DESIGN AND OPTIMIZATION OF PARAMETERS AFFECTING THE PERFORMANCE OF AN ANTIBACTERIAL SYSTEM USING ELECTRICALLY ACTIVATED METALS

Open Access
Author:
Charumani, Charumani
Graduate Program:
Industrial Engineering
Degree:
Master of Science
Document Type:
Master Thesis
Date of Defense:
None
Committee Members:
  • Richard Allen Wysk, Thesis Advisor
Keywords:
  • ELECTRICALLY ACTIVATED METALS
  • ANTIBACTERIAL
  • DESIGN PARAMETERS
Abstract:
ABSTRACT Infections associated with residual hardware devices (RHD) are becoming a challenging problem for the medical industry. Treatment of the residual hardware device infections usually involves lengthy and painful procedures.
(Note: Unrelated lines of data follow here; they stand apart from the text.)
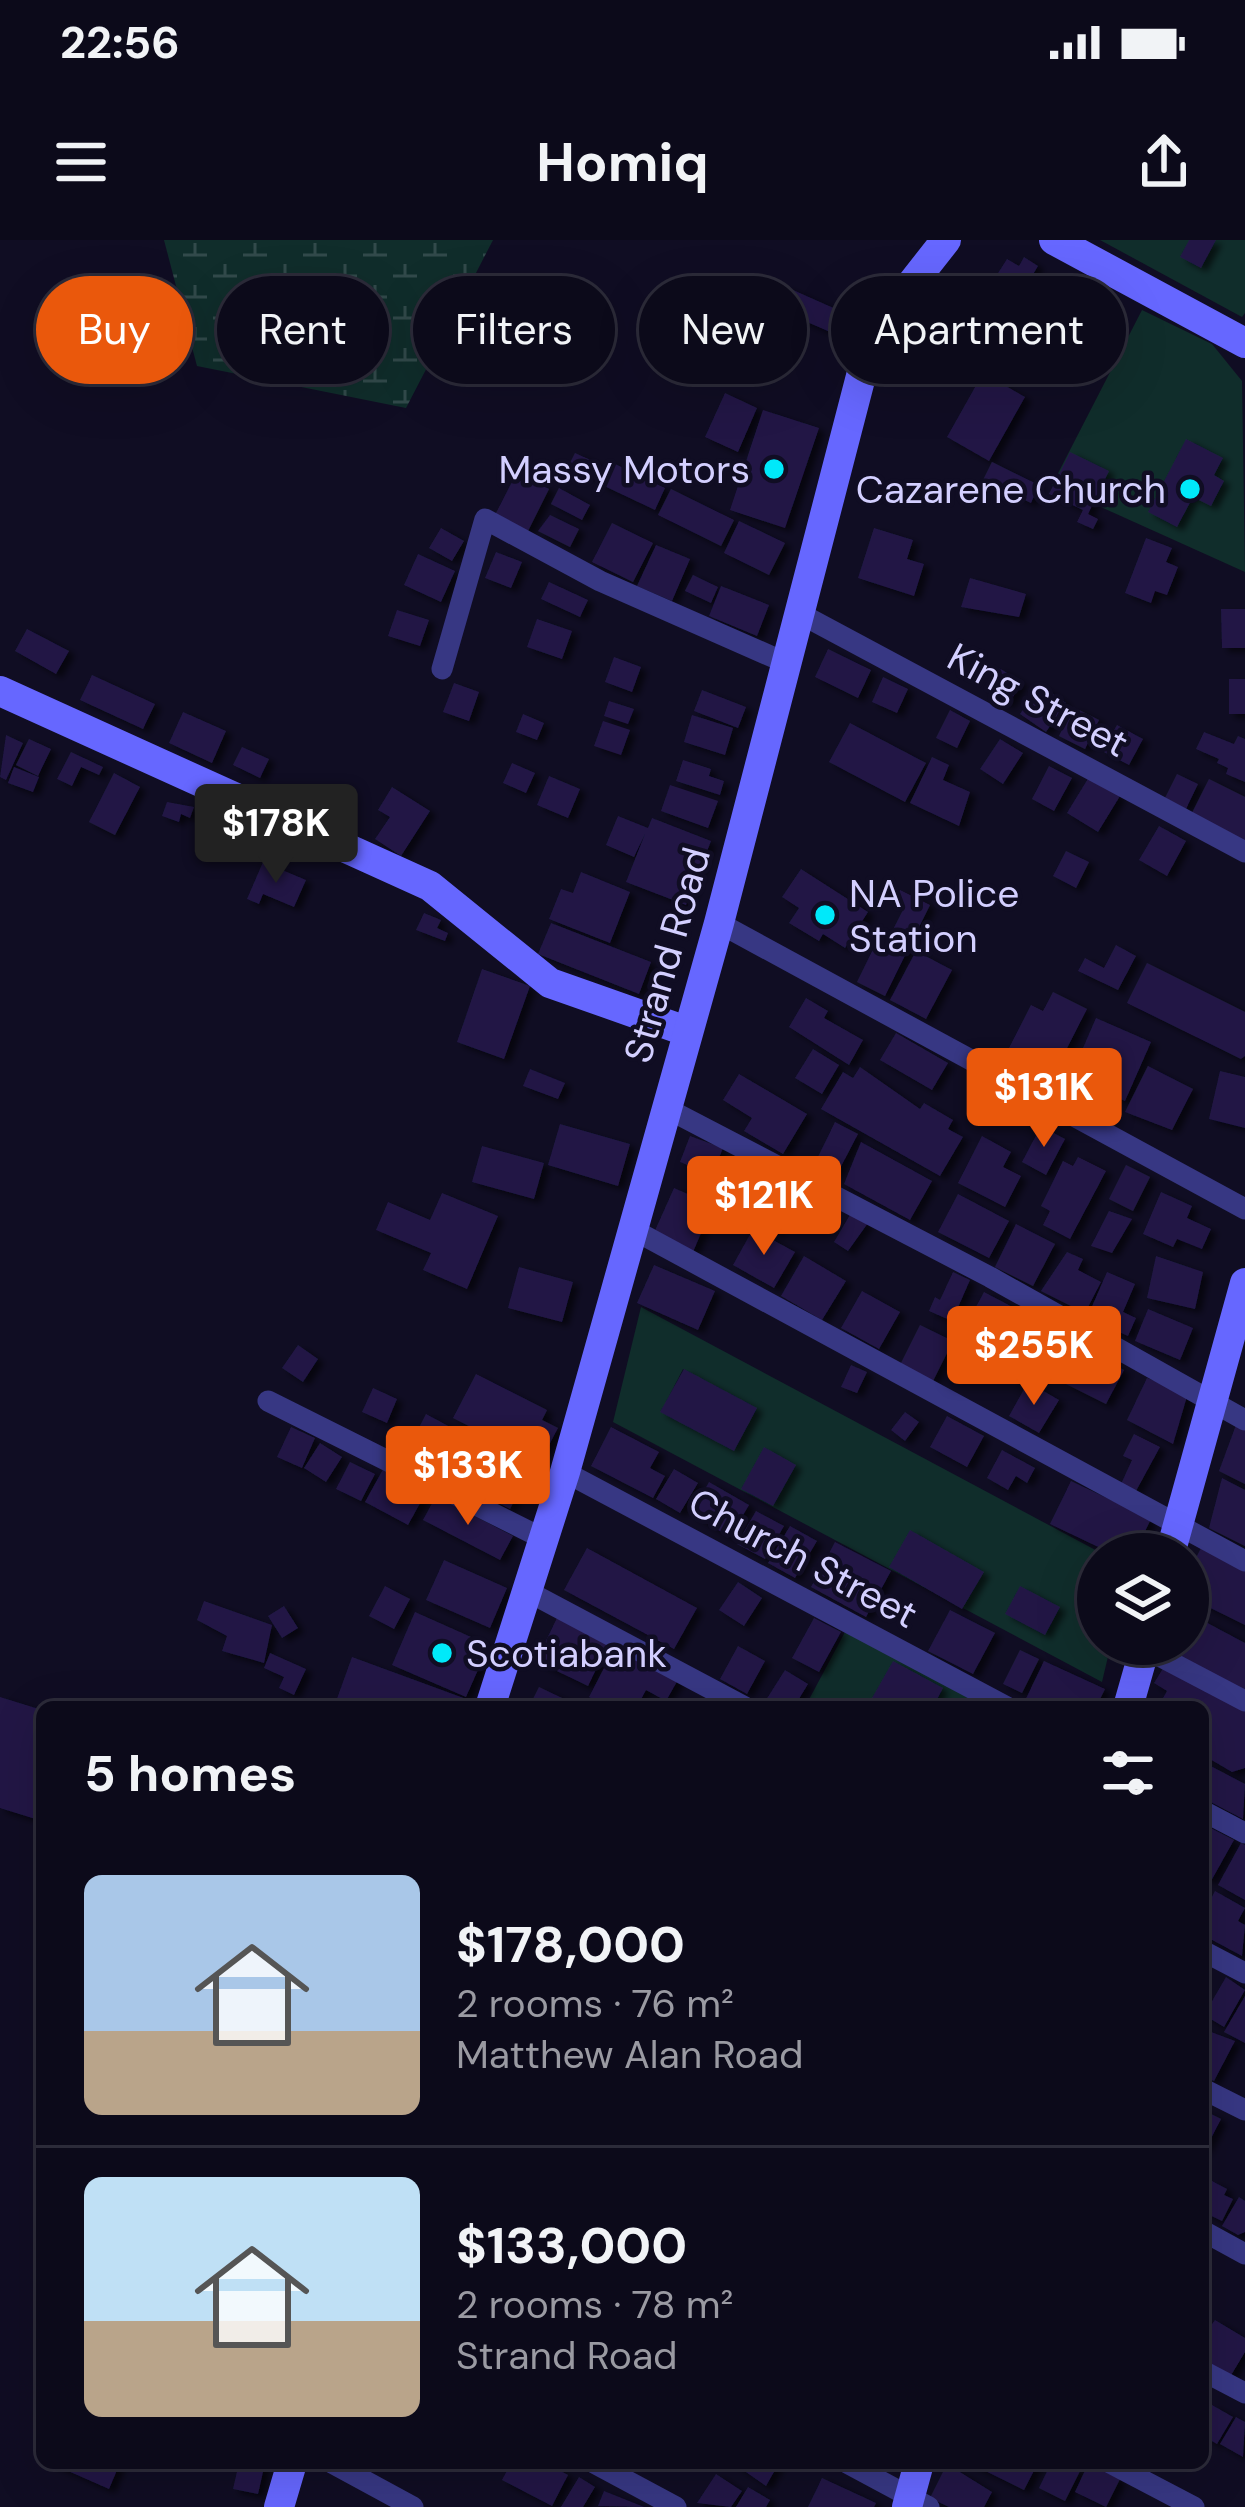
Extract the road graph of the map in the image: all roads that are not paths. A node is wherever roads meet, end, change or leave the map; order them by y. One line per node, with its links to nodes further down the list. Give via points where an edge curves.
1 (946, 240): 4 (street, Strand Road, via 891,310 861,376)
2 (1054, 240): 3 (street)
3 (1245, 343)
4 (797, 612): 5 (street, Strand Road); 8 (street, King Street)
5 (784, 662): 6 (street, via 485,519); 9 (street, Strand Road)
6 (442, 669)
7 (0, 692): 10 (street, via 430,886 550,982)
8 (1245, 852)
9 (719, 922): 10 (street, Strand Road); 12 (street)
10 (686, 1031): 11 (street, Strand Road)
11 (664, 1107): 13 (street, Strand Road); 16 (street)
12 (1245, 1209)
13 (632, 1229): 18 (street, Strand Road); 19 (street)
14 (1245, 1283): 16 (street)
15 (268, 1401): 21 (street)
16 (1211, 1402): 17 (street); 20 (street)
17 (1245, 1420)
18 (566, 1472): 21 (street, Strand Road); 29 (street, Church Street)
19 (1162, 1533)
20 (1176, 1533)
21 (544, 1539): 24 (street, Strand Road)
22 (1209, 1551): 23 (street)
23 (1245, 1562)
24 (525, 1590): 27 (street, Strand Road); 28 (street)
25 (1140, 1665): 30 (street)
26 (1180, 1665): 31 (street)
27 (492, 1701)
28 (735, 1701)
29 (996, 1701)
30 (1130, 1701)
31 (1245, 1701)
32 (1209, 1814): 33 (street)
33 (1245, 1834)
34 (1209, 1954): 35 (street)
35 (1245, 1973)
36 (1209, 2092): 37 (street)
37 (1245, 2110)
38 (1209, 2234): 39 (street)
39 (1245, 2254)
40 (1209, 2374): 41 (street)
41 (1245, 2393)
42 (290, 2469): 49 (street)
43 (343, 2469): 50 (street)
44 (605, 2469): 51 (street)
45 (858, 2469): 48 (street)
46 (918, 2469): 48 (street)
47 (1122, 2469): 52 (street)
48 (915, 2504)
49 (279, 2507)
50 (413, 2507)
51 (676, 2507)
52 (1194, 2507)

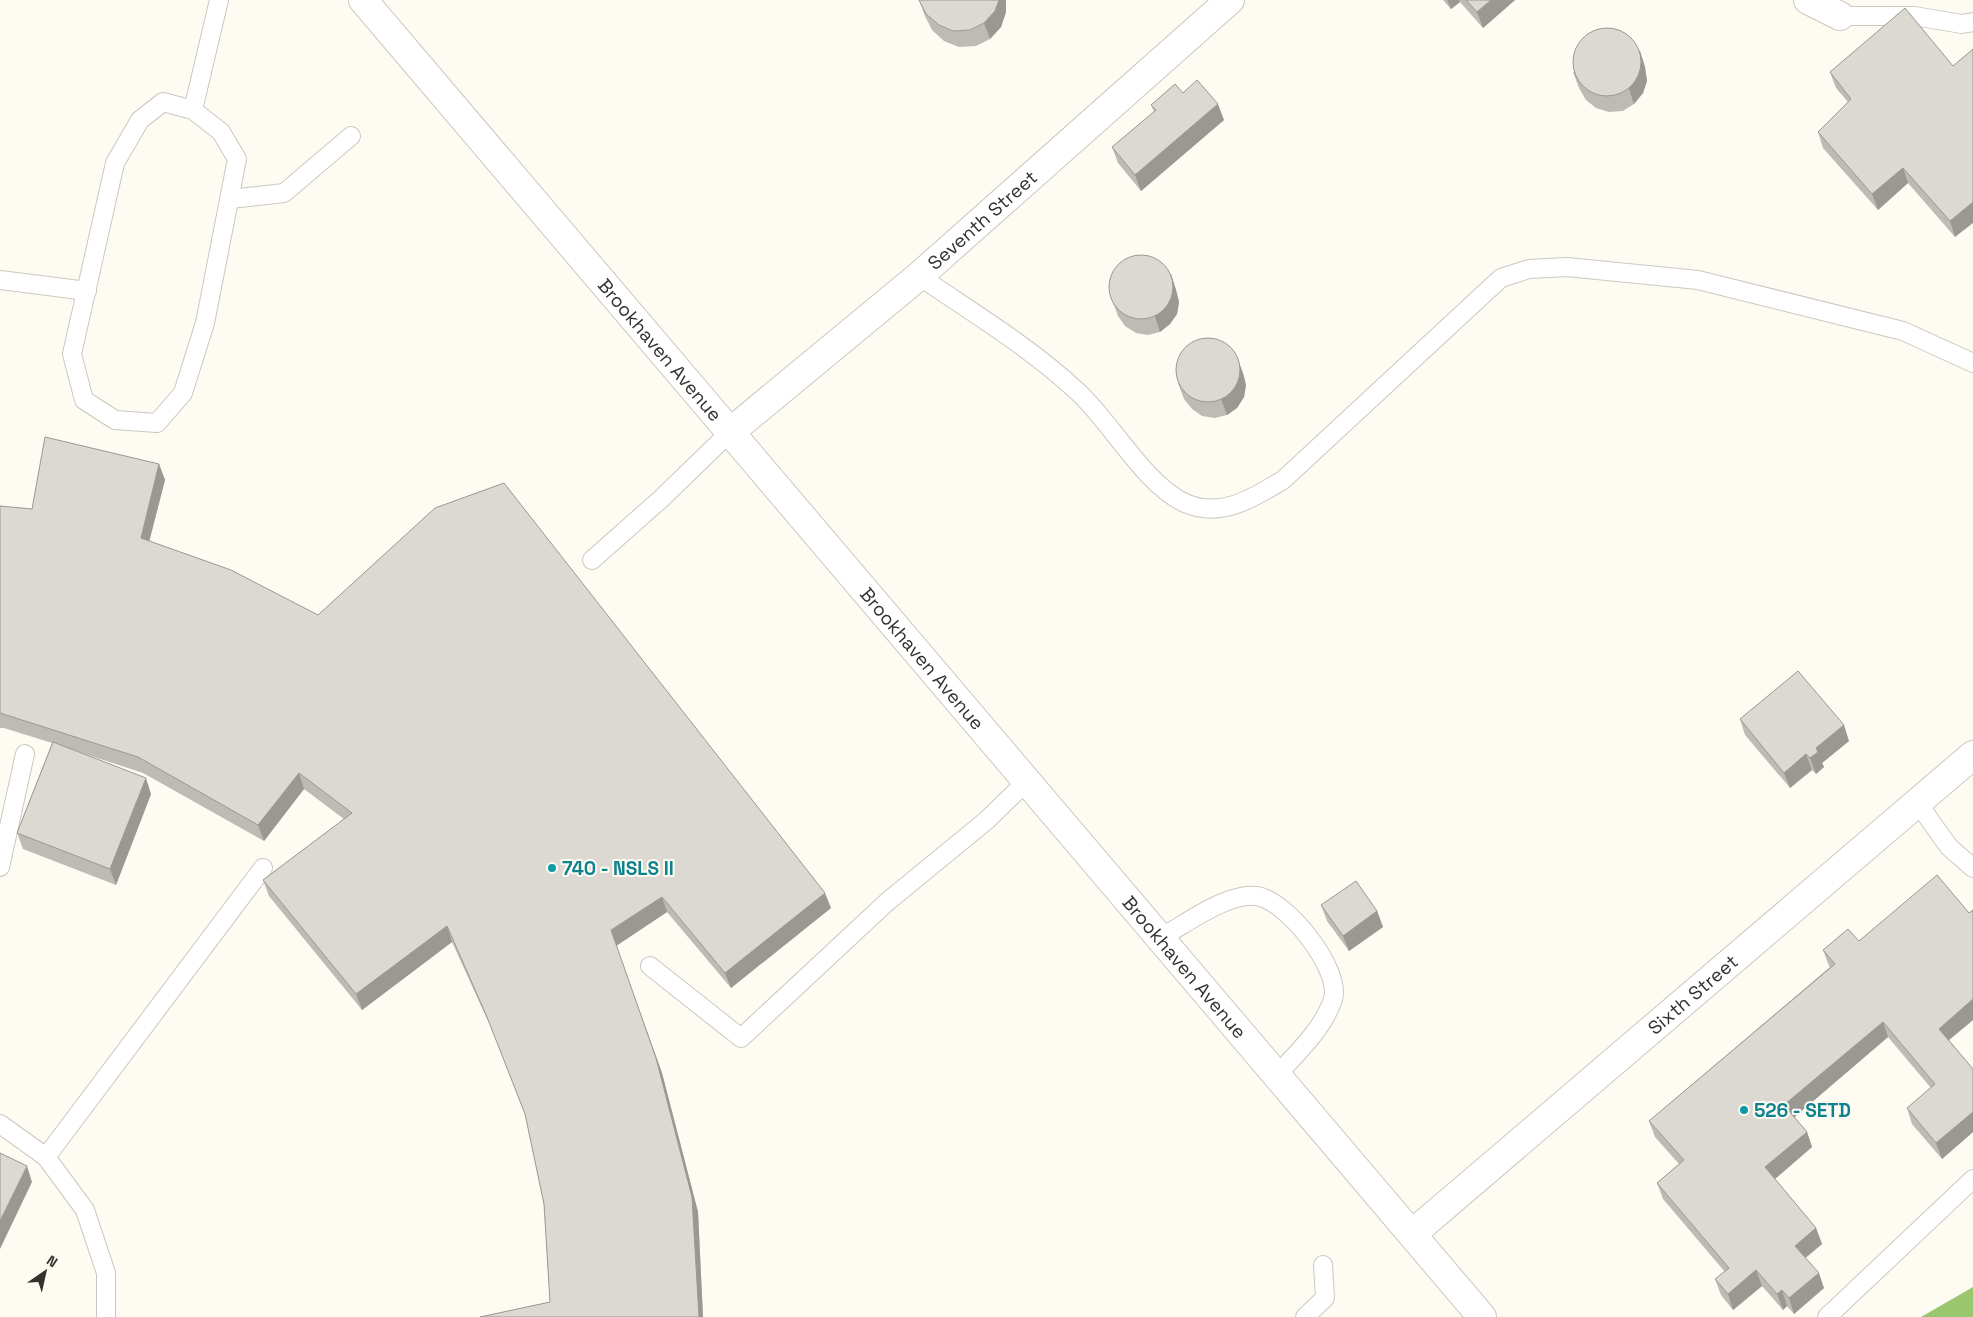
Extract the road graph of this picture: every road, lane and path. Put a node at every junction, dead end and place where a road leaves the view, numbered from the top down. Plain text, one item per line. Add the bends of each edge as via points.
1 (219, 0) edge
2 (363, 0) edge
3 (1230, 0) edge
4 (1808, 0) edge
5 (1840, 16) joint
6 (1973, 22) edge
7 (193, 110) junction
8 (351, 136) dead end
9 (230, 199) junction
10 (919, 276) junction
11 (0, 280) edge
12 (87, 291) junction
13 (1973, 363) edge
14 (729, 433) junction
15 (592, 560) dead end
16 (25, 754) dead end
17 (1973, 755) edge
18 (1027, 781) junction
19 (1917, 802) junction
20 (0, 867) edge
21 (263, 868) dead end
22 (1973, 868) edge
23 (1160, 938) junction
24 (650, 966) dead end
25 (1277, 1075) junction
26 (0, 1124) edge
27 (46, 1157) junction
28 (1973, 1179) edge
29 (1412, 1234) junction
30 (1323, 1265) dead end
31 (106, 1317) edge
32 (1305, 1317) edge
33 (1482, 1317) edge
34 (1827, 1317) edge

1 - 7 lane
2 - 14 street, Brookhaven Avenue
3 - 10 street, Seventh Street
4 - 5 street
5 - 6 lane via 1914,16 1962,24
7 - 9 lane via 220,132 237,159
7 - 12 lane via 162,102 140,120 115,163
8 - 9 lane via 284,193
9 - 12 lane via 204,323 183,393 157,423 115,420 84,400 72,354
10 - 13 lane via 1025,348 1079,392 1164,490 1186,504 1217,510 1247,502 1283,480 1501,278 1529,269 1567,267 1698,280 1903,331
10 - 14 street, Seventh Street
11 - 12 lane
14 - 15 lane
14 - 18 street, Brookhaven Avenue
16 - 20 lane
17 - 19 street, Sixth Street
18 - 23 street, Brookhaven Avenue
18 - 24 lane via 987,820 887,902 741,1038
19 - 22 lane via 1949,846
19 - 29 street, Sixth Street
21 - 27 lane
23 - 25 street, Brookhaven Avenue
23 - 25 lane via 1224,901 1257,896 1278,906 1306,932 1332,975 1334,998 1314,1033
25 - 29 street, Brookhaven Avenue
26 - 27 lane
27 - 31 lane via 86,1210 106,1273
28 - 34 lane
29 - 33 street, Brookhaven Avenue
30 - 32 lane via 1325,1298

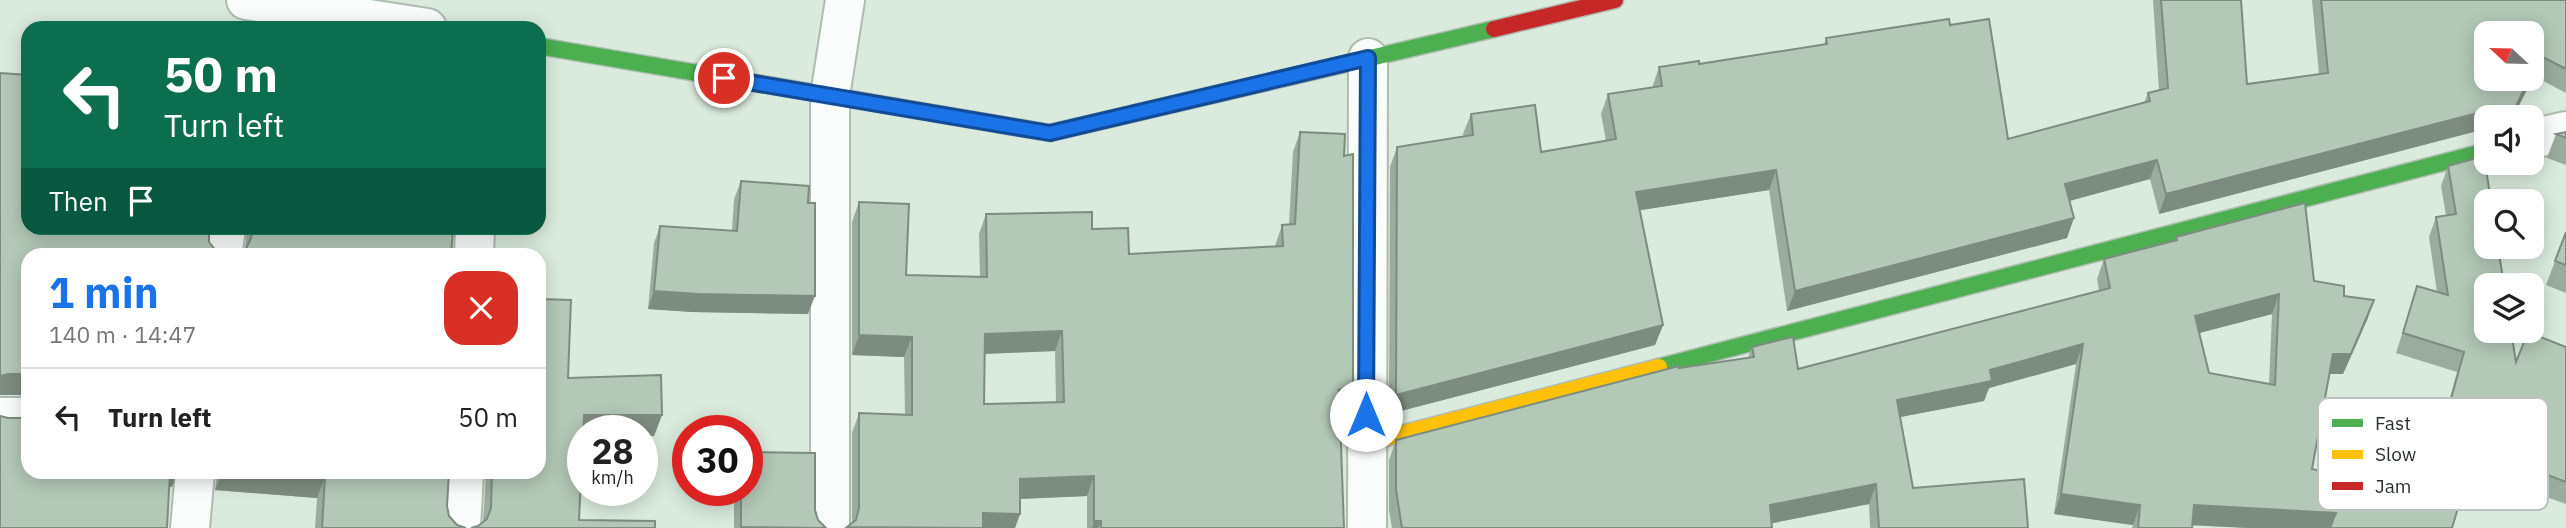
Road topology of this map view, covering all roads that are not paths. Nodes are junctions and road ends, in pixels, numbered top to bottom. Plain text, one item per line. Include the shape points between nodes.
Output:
1 (845, 0) edge
2 (1615, 0) edge
3 (251, 10) edge
4 (359, 21) edge
5 (546, 47) edge
6 (1368, 58) junction
7 (830, 96) junction
8 (2566, 131) edge
9 (2544, 136) edge
10 (2474, 154) edge
11 (0, 417) edge
12 (21, 417) edge
13 (1366, 443) junction
14 (194, 479) edge
15 (464, 479) edge
16 (190, 528) edge
17 (461, 528) edge
18 (830, 528) edge
19 (1367, 528) edge

1 - 7 street
2 - 6 street
3 - 4 street
5 - 7 street
6 - 7 street via 1050,133
6 - 13 street
7 - 18 street
8 - 9 street
10 - 13 street
11 - 12 street
13 - 19 street
14 - 16 street
15 - 17 street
Antibiotic resistance developed by the pathogens over time is another concern. It has become essential to search for alternative antibacterial treatments to mitigate the effect of these infections. Some of the transition metals of group 11 to 14 of the Periodic Table have been investigated for their antibacterial efficacy and the bacterial resistance, and in particular silver ions have been identified as the most effective antibacterial agent. However there is no established delivery system reported which can ensure the delivery of silver ions to the site of infections associated with implanted devices. This study examines an engineered system using silver ions to create an antibiotic environment that can significantly reduce RHD associated infections. The key is to continually generate silver ions in local concentrations allowed inside the human body so that long-term microbial control can be achieved. A brief review of residual hardware device infections, the use of antibiotic silver ions, and the concept behind such a system is followed by a summary of the in-vitro tests, exploring the design constraints and working of the proposed system. The performance metric of the system and the variables affecting it have been identified for the prophylactic action of silver ions system. An experimental design is also presented to evaluate the parameter space of the variables affecting the performance of the system. The Kirby-Bauer agar gel diffusion techniques were used to evaluate the bactericidal efficacy of the silver ions system against S. aureus bacteria. In addition, the issues of current and ionic concentrations were studied including device amperage, surface area of cathode and anode, as well as the separation distance between anode and cathode. Anodic devices performed better and the current in the system and the surface are of the anode were identified as most important variables affecting the device performance. This new system allowed ionized silver to travel through media containing microbes, thus attacking the bacteria directly. The system tested demonstrated an unparalleled inhibition of the growth of microbes.